Chapter 21 Data Wrangling

Since we’ll be working with text data in our tutorial, we will need to wrangle the data so it can be used for supervised machine learning. If you are not working with text data, but instead are working with binaries, categorical variables, and continuous variables, you can go straight to your modeling (as we did with the logistic regression).

This is going to get a little complicated, so please bear with me!

The first thing we’ll want to do is construct a dataset of tokens from the conservative_data (our labeled dataset). Here, we will use tidytext as a quick and relatively easy process

conservative_tokens <- unnest_tokens(conservative_data, word, description) %>% #tokenize
  anti_join(stop_words, by = "word") %>% #remove stopwords
  count(id, word, sort = TRUE) #count the frequency of words used by tweet

21.1 tf-idf

Next, we’ll cast the data as a document-term matrix. Before we do this, though, we’ll add some more information to our text data: tf_idf.

tf_idf is a NLP measure that indicates how unique a word is to a document in a corpus. If the tf-idf score is high, it means that word appears frequently in a document, but not in the other documents. Words that appear frequently in all documents would not have a tf-idf score (neither would words that occur sparingly). You can learn more about tfidf in the tidytext textbook.
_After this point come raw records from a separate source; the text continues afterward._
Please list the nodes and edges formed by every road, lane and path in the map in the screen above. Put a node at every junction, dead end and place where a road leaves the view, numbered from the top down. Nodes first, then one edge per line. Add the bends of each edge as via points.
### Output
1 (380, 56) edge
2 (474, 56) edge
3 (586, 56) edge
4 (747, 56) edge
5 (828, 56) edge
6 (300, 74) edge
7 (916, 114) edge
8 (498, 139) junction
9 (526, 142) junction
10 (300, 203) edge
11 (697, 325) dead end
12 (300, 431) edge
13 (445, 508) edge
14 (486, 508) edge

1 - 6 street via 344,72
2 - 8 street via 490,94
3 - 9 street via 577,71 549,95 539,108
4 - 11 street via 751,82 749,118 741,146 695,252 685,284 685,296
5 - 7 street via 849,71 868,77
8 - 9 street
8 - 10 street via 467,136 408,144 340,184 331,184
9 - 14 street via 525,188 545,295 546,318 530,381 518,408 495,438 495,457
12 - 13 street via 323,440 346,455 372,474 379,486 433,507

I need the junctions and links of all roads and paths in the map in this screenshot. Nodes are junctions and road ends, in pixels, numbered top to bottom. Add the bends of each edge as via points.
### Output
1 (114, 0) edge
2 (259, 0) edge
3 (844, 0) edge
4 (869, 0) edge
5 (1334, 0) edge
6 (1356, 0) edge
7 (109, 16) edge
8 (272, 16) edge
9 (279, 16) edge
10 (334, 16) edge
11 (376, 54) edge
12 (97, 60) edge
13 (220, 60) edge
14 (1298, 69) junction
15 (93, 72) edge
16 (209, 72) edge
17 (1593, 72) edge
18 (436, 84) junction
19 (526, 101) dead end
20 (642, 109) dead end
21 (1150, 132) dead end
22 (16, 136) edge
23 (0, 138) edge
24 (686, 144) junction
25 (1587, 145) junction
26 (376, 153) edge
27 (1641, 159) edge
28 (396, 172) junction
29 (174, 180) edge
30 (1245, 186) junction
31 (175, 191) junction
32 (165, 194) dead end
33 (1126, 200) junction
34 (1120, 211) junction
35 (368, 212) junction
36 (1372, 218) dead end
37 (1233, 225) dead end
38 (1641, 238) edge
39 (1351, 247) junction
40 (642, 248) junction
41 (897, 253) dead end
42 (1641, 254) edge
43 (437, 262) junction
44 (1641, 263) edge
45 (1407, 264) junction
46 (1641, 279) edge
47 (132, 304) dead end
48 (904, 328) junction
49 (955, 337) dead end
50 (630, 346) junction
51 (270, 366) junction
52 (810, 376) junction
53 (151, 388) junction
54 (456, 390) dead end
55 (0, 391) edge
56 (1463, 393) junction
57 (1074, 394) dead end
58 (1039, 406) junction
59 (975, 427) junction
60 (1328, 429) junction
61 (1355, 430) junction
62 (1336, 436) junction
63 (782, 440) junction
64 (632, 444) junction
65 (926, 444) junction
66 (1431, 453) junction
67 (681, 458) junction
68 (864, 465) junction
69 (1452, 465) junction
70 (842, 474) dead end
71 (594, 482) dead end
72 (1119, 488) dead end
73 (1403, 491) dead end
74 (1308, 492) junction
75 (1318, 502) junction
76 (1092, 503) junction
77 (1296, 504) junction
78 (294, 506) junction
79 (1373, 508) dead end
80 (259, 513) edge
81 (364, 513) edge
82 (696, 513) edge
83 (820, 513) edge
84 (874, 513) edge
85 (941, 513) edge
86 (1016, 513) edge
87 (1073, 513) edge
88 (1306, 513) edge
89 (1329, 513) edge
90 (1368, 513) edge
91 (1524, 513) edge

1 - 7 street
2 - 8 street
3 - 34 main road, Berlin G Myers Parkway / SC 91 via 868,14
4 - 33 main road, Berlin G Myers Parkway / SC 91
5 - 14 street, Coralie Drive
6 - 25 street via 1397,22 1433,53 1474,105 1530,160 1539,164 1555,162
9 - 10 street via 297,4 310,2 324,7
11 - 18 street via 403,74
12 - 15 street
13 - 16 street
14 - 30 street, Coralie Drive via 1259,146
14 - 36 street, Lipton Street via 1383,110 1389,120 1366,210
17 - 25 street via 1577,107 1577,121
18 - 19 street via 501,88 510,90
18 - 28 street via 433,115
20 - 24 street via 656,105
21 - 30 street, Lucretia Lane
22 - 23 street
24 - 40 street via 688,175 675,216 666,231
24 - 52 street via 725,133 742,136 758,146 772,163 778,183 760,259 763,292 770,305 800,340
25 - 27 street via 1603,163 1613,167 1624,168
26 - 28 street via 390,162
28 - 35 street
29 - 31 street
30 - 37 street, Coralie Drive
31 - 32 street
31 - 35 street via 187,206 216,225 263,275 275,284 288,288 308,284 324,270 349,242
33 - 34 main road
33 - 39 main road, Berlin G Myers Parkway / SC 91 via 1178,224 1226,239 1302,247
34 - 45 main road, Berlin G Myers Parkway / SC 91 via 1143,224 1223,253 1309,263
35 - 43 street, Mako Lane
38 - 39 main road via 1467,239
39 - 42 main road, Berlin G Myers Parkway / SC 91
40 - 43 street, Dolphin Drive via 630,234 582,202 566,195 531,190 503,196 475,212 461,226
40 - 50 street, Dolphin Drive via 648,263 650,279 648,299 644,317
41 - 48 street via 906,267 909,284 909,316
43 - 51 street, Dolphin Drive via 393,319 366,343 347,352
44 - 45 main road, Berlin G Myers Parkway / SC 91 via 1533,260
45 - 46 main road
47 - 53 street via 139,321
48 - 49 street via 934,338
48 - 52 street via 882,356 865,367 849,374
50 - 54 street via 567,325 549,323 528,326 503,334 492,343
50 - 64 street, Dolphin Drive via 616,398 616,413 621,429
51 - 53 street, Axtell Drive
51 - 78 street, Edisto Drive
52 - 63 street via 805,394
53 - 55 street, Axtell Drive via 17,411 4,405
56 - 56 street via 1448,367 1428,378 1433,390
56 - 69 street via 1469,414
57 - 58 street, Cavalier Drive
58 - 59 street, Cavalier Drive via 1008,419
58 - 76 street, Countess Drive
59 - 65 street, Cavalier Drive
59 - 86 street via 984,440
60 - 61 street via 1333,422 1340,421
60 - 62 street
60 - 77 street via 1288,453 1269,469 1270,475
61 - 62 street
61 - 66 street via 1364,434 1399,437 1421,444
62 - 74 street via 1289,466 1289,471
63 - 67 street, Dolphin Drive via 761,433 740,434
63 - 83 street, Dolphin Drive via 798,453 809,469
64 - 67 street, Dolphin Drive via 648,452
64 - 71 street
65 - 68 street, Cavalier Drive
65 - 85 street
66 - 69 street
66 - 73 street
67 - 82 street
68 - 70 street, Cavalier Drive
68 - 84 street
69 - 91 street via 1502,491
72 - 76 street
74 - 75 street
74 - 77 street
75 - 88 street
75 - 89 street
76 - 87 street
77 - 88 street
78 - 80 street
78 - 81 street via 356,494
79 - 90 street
we used this information in a supervised machine learning model, as opposed to counts, because tf_idf contain more information about the importance of a word to a specific document, whereas counts just gives you frequency of the words’ use. To put it another way: we can actually compare words based on how unique they are to a document using tf_idf.

con_dtm <- tidytext::bind_tf_idf(conservative_tokens, word, id, n) %>% #calculate tf-idf
  tidytext::cast_dtm(id, word, tf_idf) #construct a document-term matrix with the tf-idf scores

Now, we have our wrangled text data into a document-term matrix form! In natural language processing, recall that type of wrangled data is called a “bag of words” pre-processing strategy. With this data, we can proceed with our supervised machine learning analysis.